---- Records to use
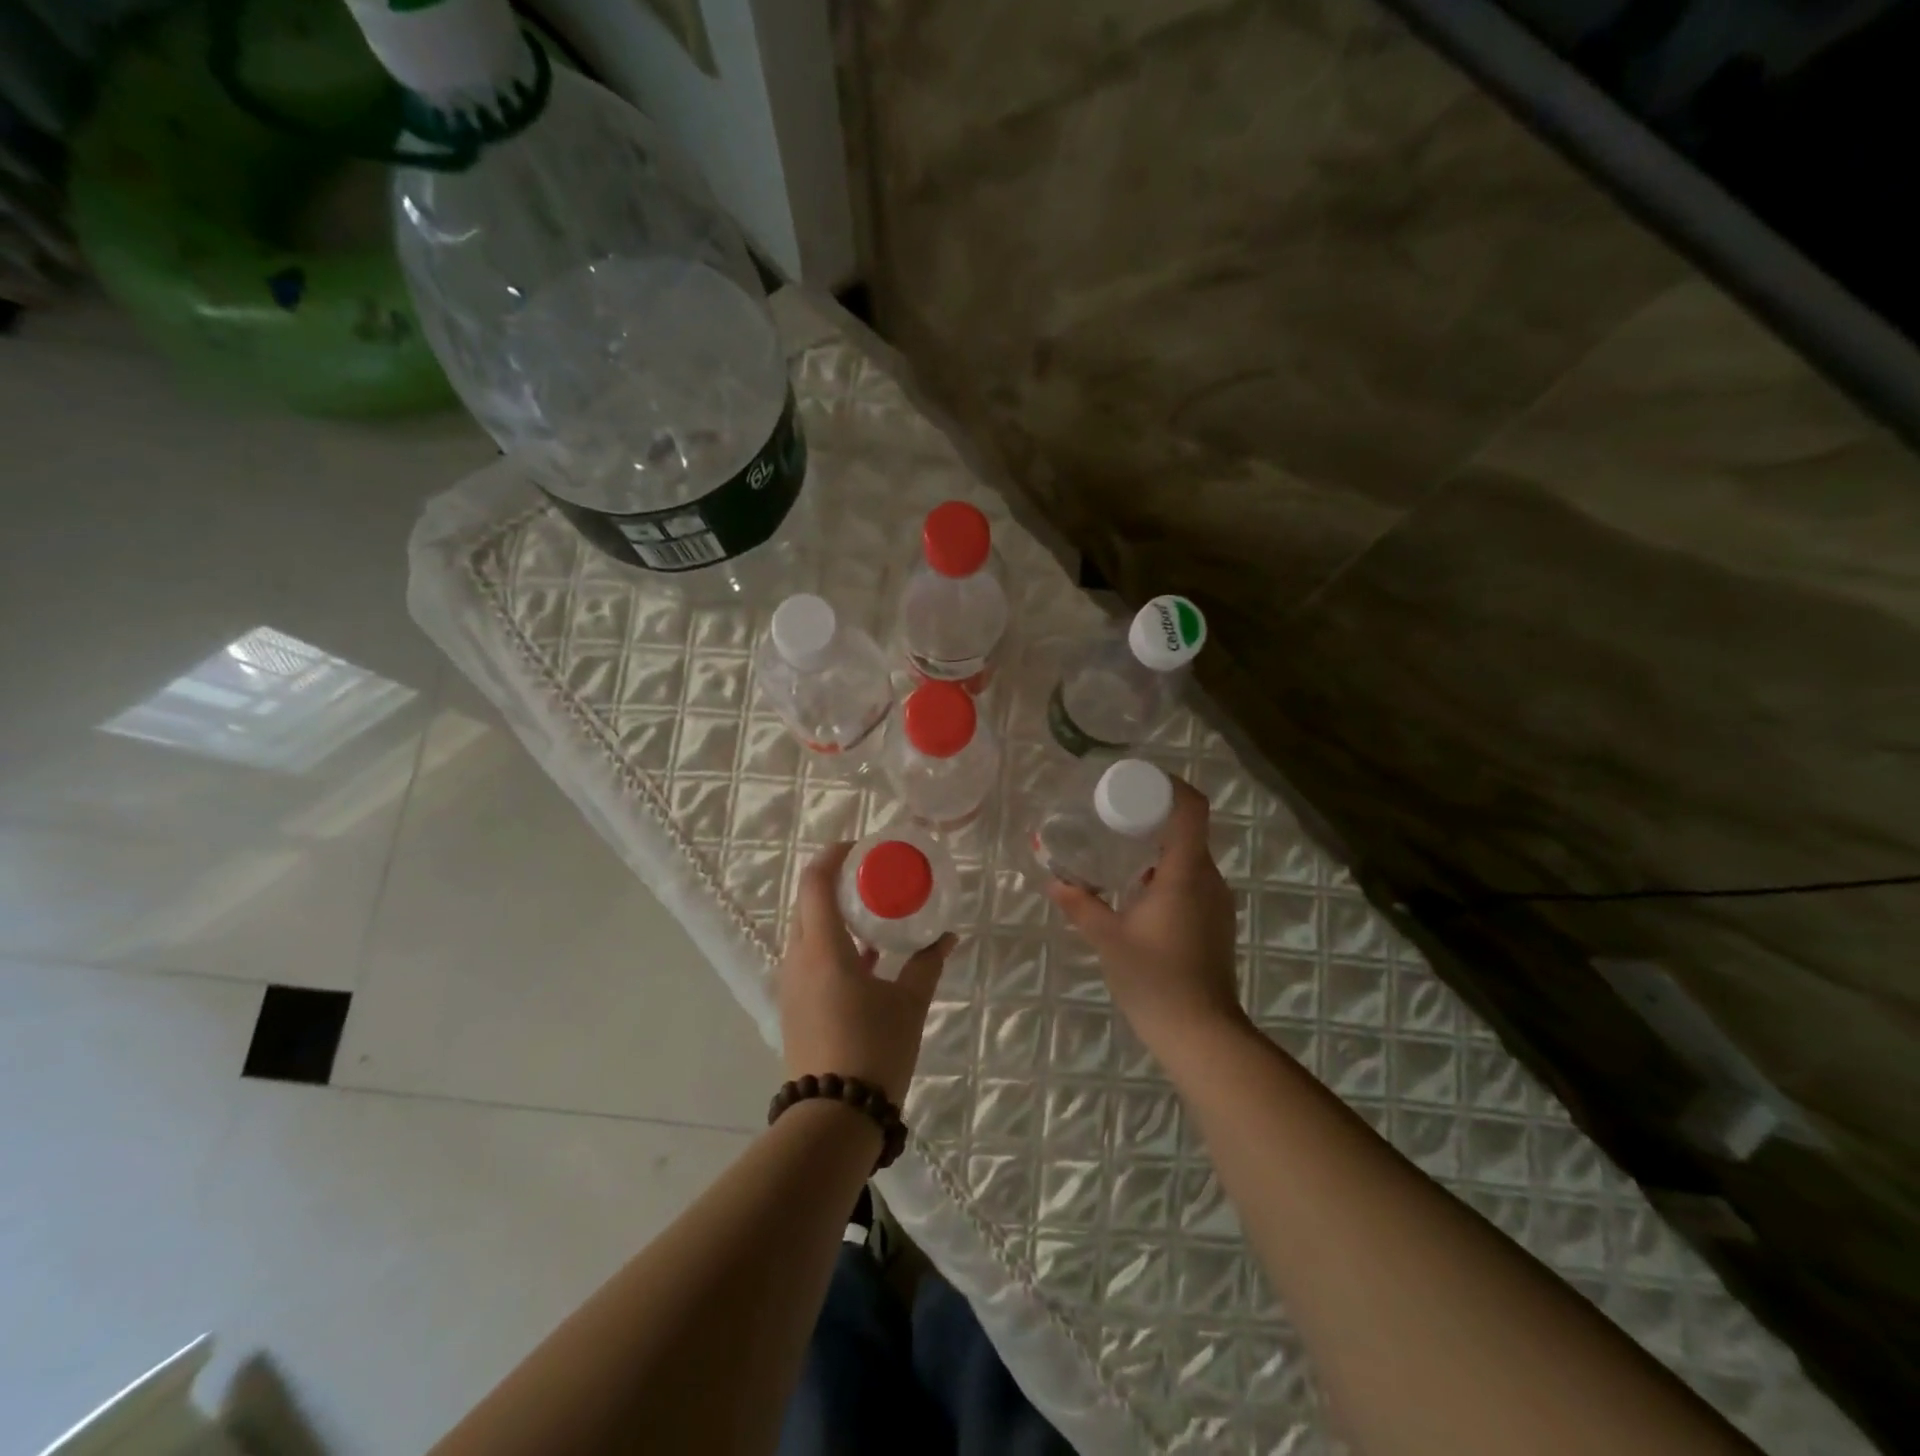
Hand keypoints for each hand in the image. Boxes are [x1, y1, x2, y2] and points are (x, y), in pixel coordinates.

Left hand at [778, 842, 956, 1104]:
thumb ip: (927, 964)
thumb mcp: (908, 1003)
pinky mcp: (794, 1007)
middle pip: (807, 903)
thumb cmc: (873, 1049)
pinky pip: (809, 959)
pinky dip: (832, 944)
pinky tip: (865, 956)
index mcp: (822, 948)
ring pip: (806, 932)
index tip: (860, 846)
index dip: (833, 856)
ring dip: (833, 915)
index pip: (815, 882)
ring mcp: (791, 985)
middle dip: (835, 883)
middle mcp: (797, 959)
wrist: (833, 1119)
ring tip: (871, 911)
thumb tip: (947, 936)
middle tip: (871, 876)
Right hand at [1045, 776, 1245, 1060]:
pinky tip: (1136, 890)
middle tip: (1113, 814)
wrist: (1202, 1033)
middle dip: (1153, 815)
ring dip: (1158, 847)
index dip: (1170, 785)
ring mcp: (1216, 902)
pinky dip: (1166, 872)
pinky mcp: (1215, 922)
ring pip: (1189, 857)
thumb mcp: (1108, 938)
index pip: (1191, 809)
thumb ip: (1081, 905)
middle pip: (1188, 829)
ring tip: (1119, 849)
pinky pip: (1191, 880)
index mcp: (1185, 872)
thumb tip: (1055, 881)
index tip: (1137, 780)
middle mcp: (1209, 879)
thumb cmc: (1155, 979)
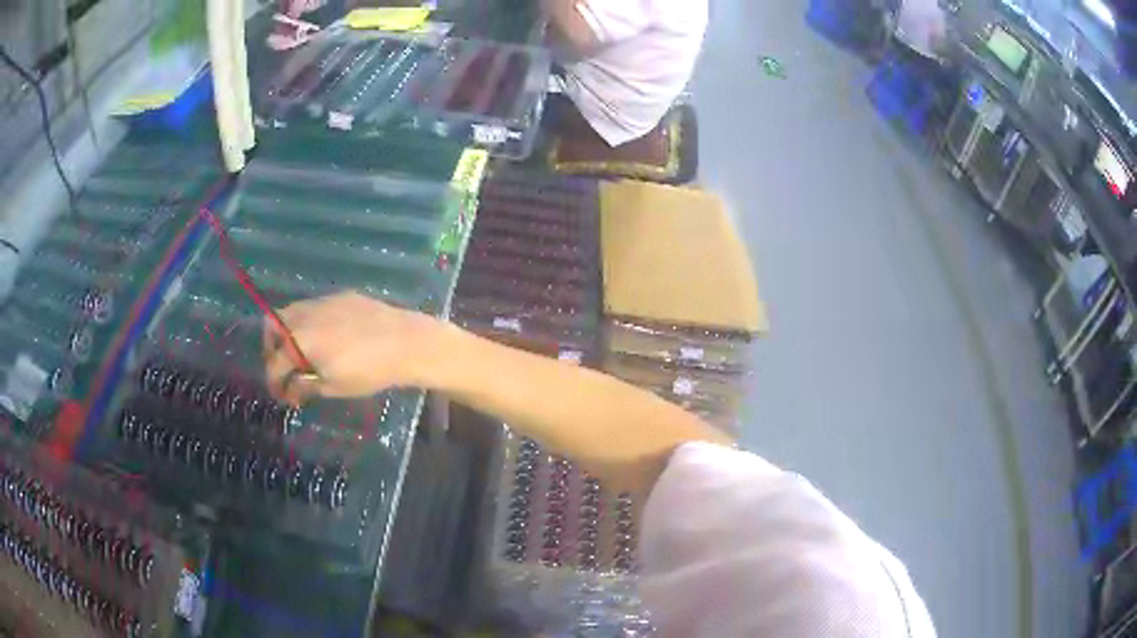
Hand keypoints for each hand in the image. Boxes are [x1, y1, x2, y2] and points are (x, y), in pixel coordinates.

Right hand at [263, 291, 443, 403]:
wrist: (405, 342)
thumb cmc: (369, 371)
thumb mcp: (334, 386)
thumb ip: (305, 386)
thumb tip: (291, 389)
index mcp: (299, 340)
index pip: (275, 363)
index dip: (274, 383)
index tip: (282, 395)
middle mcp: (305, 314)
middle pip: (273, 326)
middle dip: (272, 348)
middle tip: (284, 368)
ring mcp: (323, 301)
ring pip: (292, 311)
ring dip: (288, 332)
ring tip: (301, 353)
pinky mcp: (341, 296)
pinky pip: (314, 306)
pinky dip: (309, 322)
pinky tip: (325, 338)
--------
---- Records to use
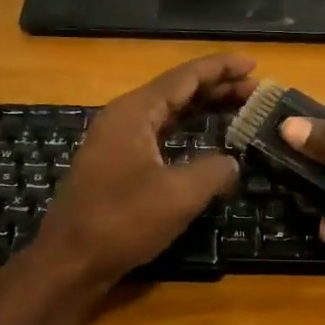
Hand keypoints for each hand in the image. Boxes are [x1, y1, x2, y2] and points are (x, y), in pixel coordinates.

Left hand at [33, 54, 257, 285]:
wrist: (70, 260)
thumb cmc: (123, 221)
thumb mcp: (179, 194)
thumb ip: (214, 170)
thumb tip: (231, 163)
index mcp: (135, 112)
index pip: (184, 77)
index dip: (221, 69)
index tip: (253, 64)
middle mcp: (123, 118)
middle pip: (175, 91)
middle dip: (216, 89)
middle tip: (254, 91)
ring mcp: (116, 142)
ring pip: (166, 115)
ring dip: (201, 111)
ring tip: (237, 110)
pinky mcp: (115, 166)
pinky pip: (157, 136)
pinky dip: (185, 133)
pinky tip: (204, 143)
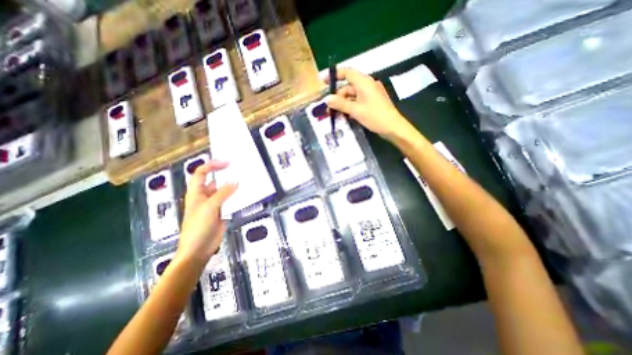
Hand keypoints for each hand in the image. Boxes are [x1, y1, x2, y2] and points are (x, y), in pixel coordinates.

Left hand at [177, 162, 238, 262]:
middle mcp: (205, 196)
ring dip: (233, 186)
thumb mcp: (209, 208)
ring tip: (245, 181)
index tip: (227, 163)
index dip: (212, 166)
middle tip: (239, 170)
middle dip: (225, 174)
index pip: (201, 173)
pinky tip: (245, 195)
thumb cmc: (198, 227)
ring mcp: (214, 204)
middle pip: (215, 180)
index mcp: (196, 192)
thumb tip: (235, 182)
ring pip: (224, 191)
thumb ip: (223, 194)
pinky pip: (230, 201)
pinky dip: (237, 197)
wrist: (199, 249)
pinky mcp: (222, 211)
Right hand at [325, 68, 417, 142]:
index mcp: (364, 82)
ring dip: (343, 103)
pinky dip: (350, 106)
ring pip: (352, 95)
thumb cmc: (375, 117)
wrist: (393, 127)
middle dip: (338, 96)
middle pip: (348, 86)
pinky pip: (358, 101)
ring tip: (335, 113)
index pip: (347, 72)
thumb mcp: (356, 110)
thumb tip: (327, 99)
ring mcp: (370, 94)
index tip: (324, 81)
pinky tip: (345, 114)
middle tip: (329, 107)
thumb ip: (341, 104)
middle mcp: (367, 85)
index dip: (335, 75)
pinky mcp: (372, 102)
--------
---- Records to use
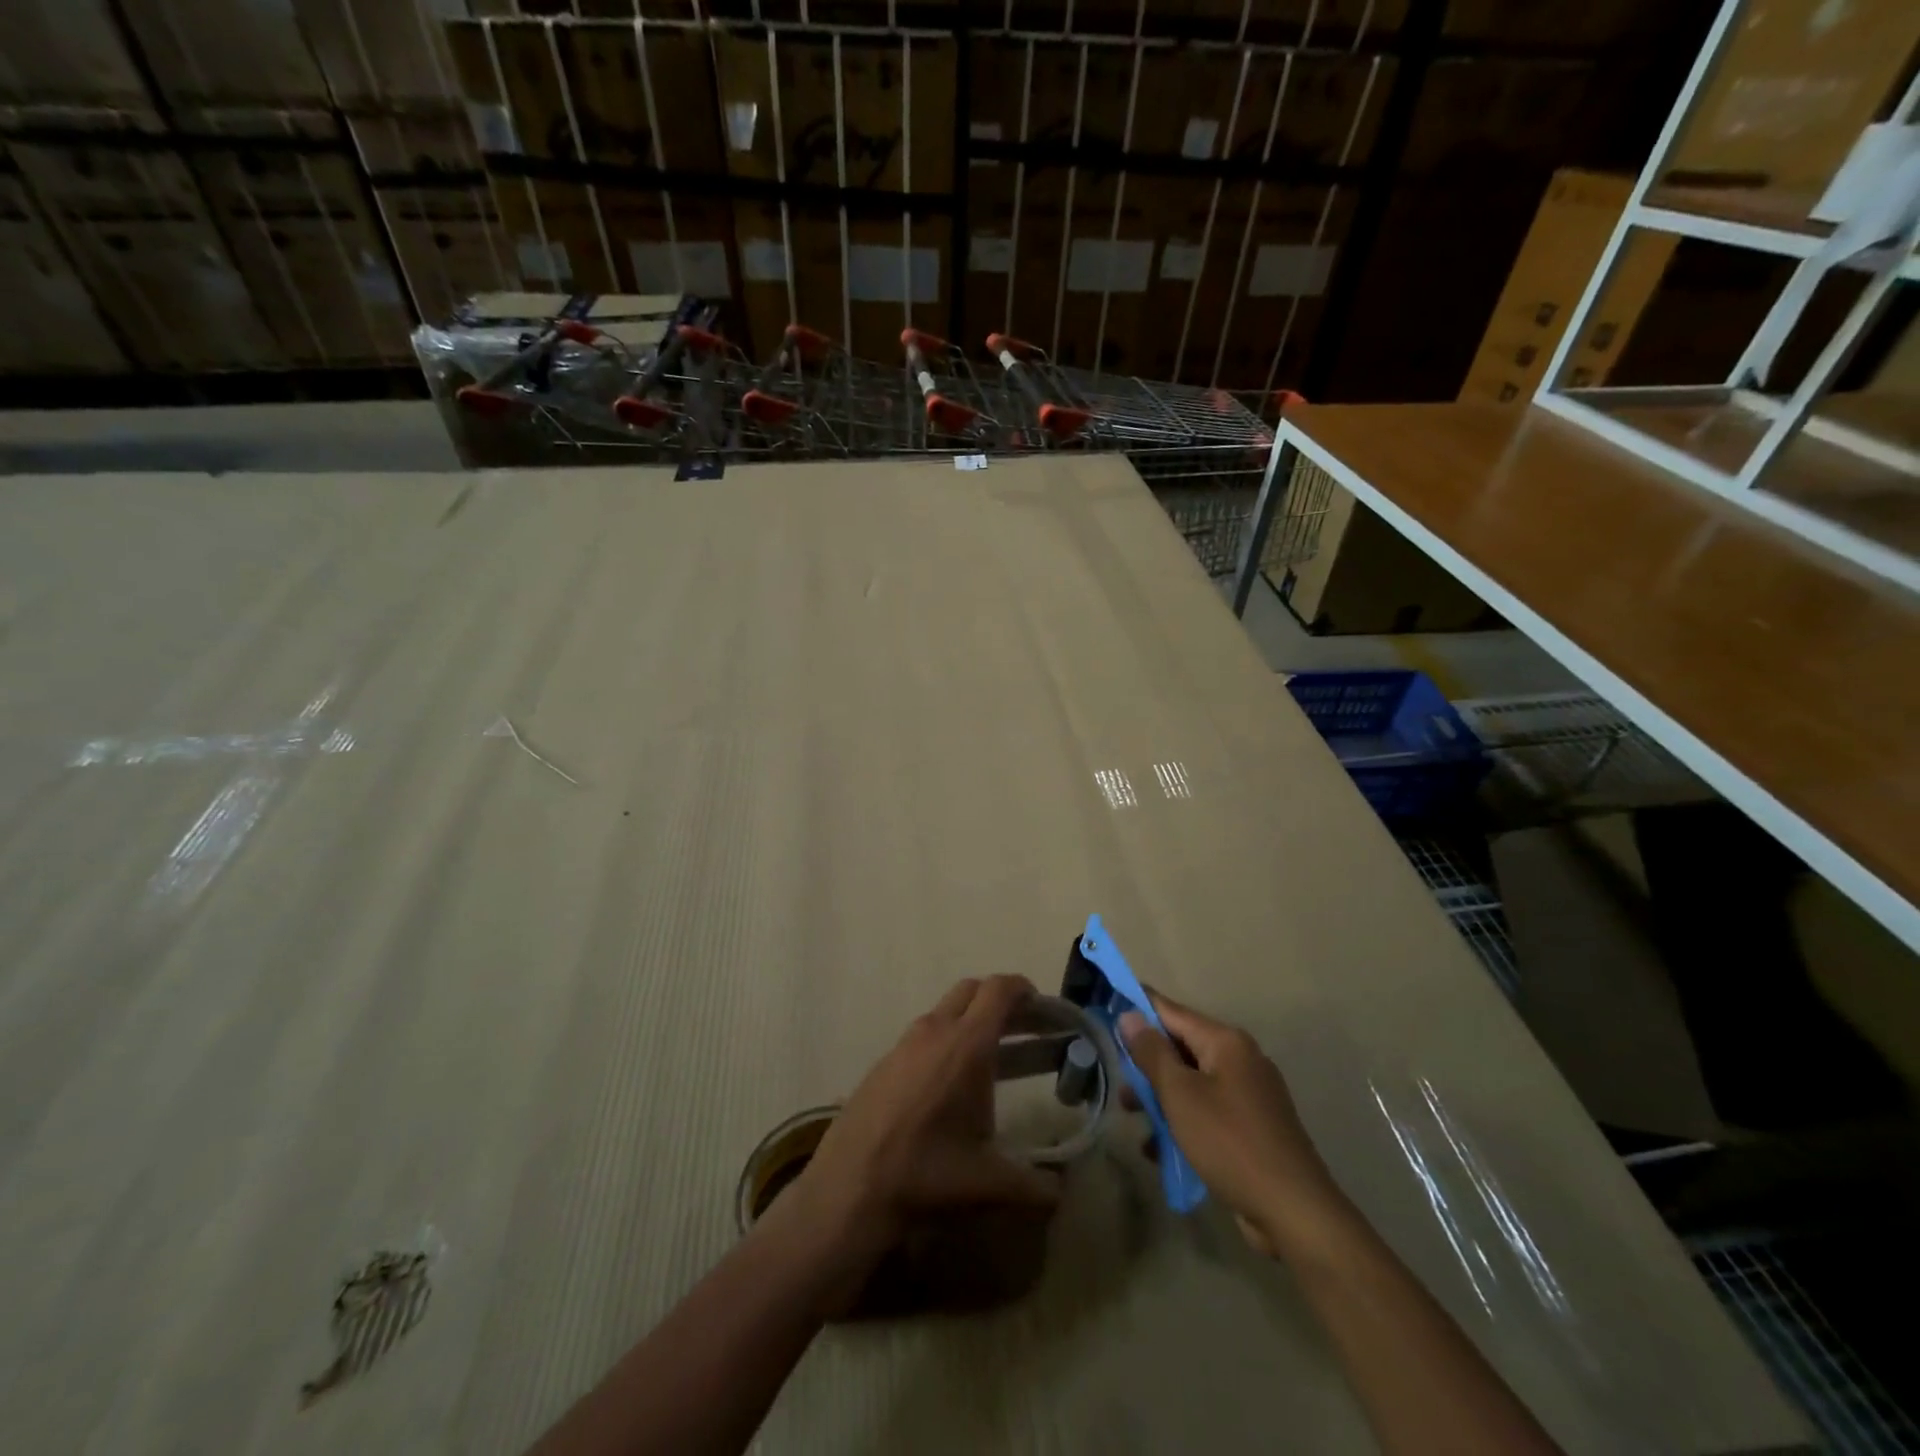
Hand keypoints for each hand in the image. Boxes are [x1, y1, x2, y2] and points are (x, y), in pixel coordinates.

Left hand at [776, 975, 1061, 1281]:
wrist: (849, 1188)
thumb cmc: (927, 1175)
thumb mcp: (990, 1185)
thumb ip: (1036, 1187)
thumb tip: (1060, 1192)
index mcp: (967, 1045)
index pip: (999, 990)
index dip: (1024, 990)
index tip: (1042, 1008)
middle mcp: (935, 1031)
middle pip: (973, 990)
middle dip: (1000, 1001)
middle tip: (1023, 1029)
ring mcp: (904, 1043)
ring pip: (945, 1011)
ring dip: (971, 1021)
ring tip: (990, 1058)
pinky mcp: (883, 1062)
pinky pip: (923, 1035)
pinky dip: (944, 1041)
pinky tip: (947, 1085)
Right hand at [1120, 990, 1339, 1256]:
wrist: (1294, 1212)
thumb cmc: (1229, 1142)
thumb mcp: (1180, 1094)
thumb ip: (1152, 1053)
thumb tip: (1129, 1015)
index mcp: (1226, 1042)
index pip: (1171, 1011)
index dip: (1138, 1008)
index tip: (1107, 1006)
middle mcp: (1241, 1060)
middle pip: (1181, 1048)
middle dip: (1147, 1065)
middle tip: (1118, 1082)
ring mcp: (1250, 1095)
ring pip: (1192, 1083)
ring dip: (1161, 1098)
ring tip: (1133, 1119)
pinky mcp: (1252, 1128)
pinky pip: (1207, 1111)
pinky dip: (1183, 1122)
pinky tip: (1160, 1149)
--------
What is needed:
Only the lines from the one containing "ring pip: (1192, 1083)" through the one containing "pinky tip: (1160, 1149)" are to be retyped, both boundary lines included, with no other material.

Response to this task:
ring pip: (1192, 1083)
ring dip: (1161, 1098)
ring tip: (1133, 1119)
pinky mcp: (1252, 1128)
pinky pip: (1207, 1111)
pinky dip: (1183, 1122)
pinky tip: (1160, 1149)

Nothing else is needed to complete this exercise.